Figure 7 of Organisciak, Mol Vis 2013; 19:1433-1445.


Figure 7. Western analysis of retinal proteins following intense white light treatment. Coomassie staining of retinal proteins, with 20 micro grams protein per lane (A), western analysis of oxidative protein markers (B), and the retention of visual cell opsins and arrestins (C) in retinas from rats treated with six hours of intense white light.

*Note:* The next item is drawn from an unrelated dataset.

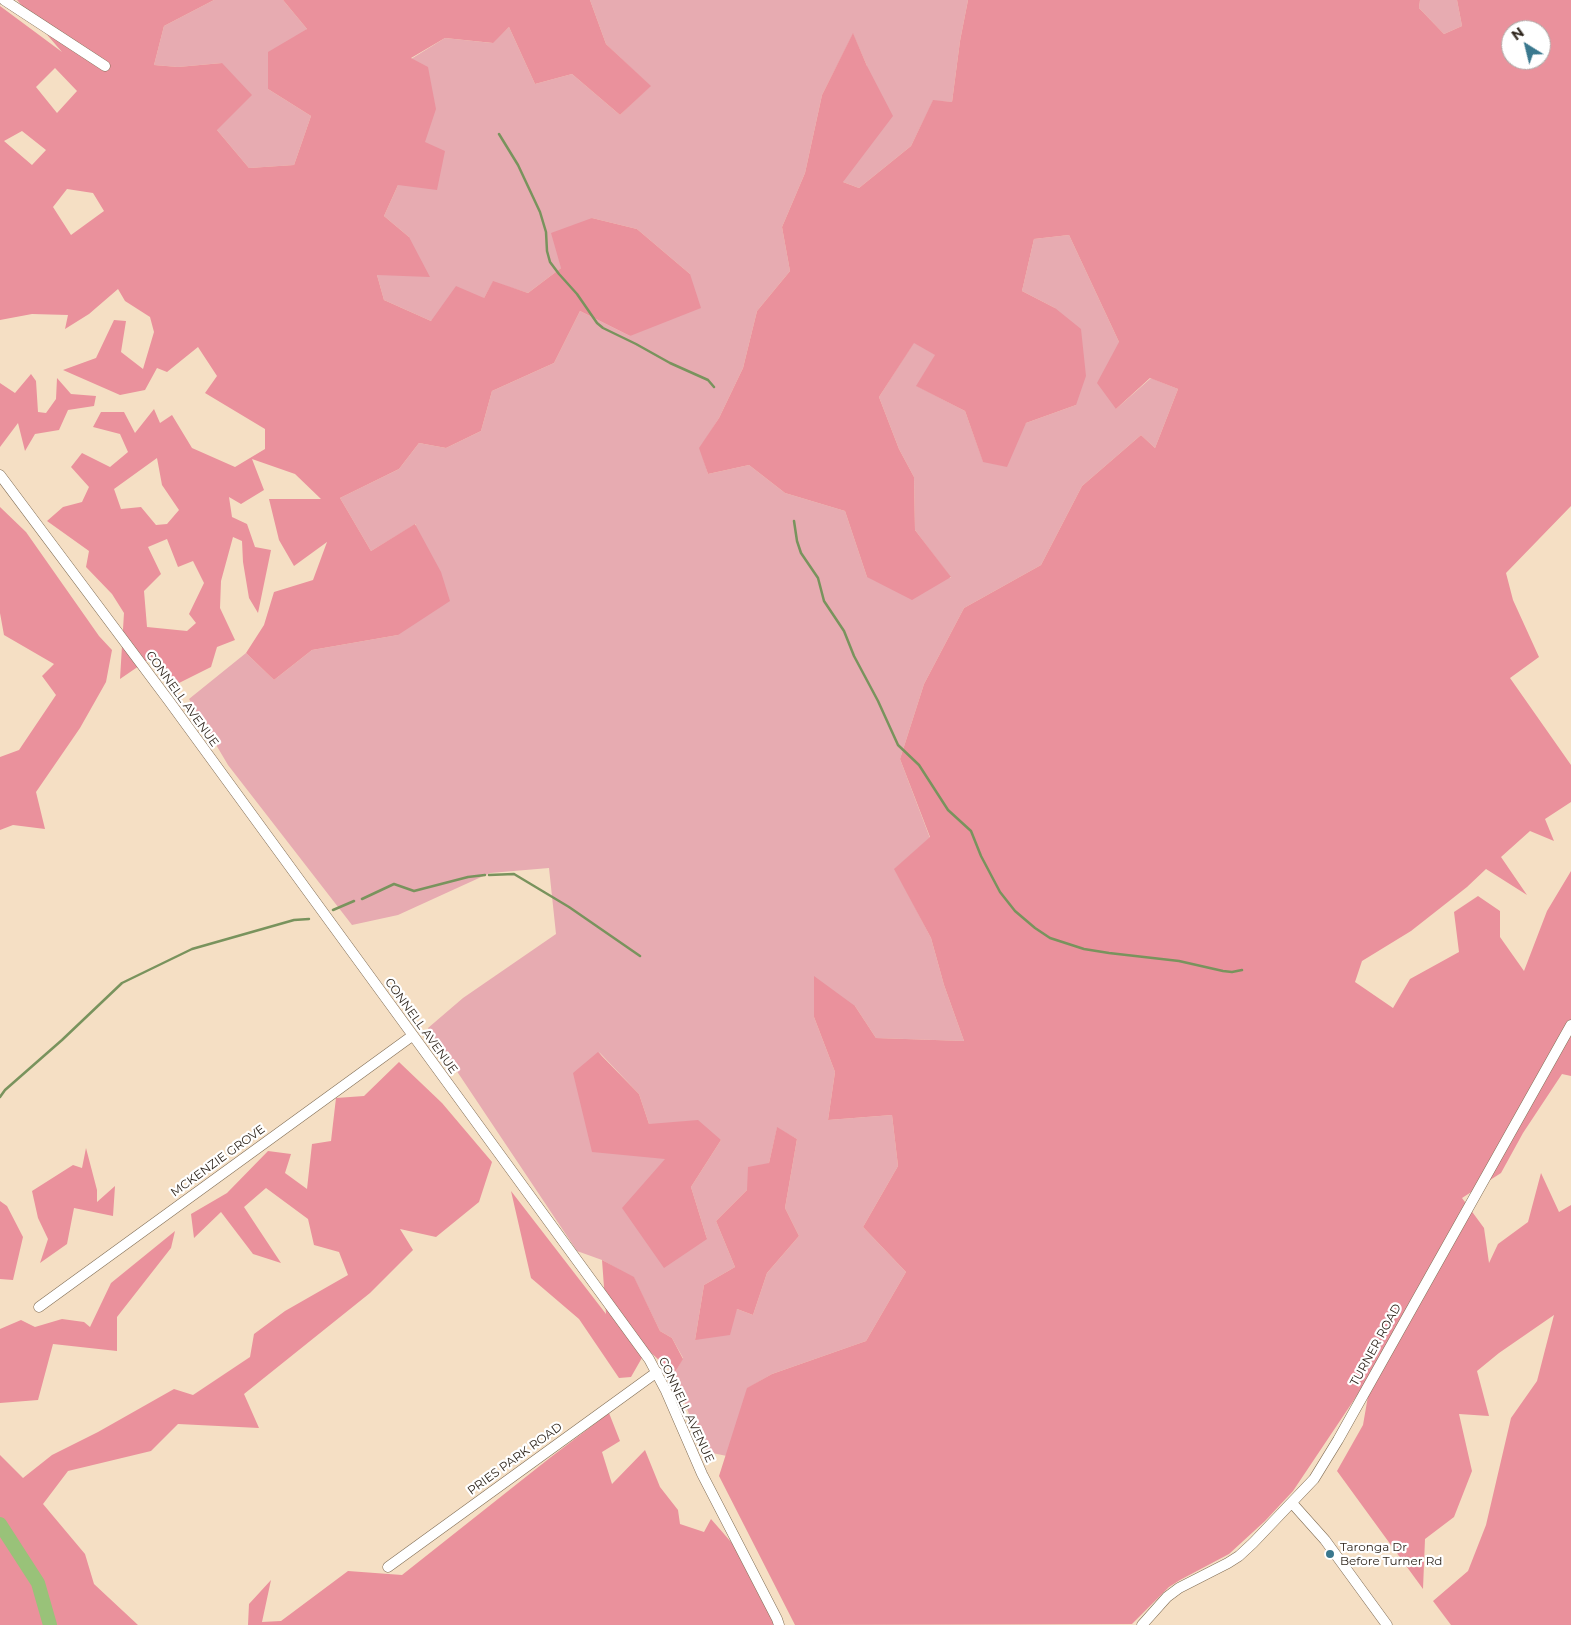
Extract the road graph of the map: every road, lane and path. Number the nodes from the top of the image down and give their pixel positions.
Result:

Light exposed rats, n=4 per treatment, were given zinc oxide (Z, 1.3 mg/kg), a detergent extract of the Age Related Eye Disease study group (AREDS) vitamin-mineral mix (AR) containing 1.44 mg/kg zinc oxide, rosemary (R, 34 mg/kg), or rosemary plus zinc oxide (R+Z) and compared with vehicle treatment (V) or no light exposure (D). A: Protein staining was relatively uniform, but increased levels of low molecular weight proteins were seen in lanes 1, 2, 3, and 5. B: Antioxidant treatment (lanes 3–6) reduced the level of carboxyethylpyrrole (CEP) staining for high molecular weight proteins, while AR and R+Z treatment (lanes 4, 6) also resulted in reduced staining for low molecular weight proteins. Intense light exposure led to an increase in the level of the Muller cell oxidative stress marker glial fibrillary acidic protein (GFAP) in all samples (lanes 2–6). C: R+Z treatment was more effective than AR in preserving cone cell opsin and cone arrestin (mCAR) immunoreactivity. Modest degradation of rod cell opsin and S-antigen, rod arrestin (S-ag) occurred in all light-exposed rat retinal samples. GAPDH staining, used as an indicator of protein loading, was slightly reduced in lane 3.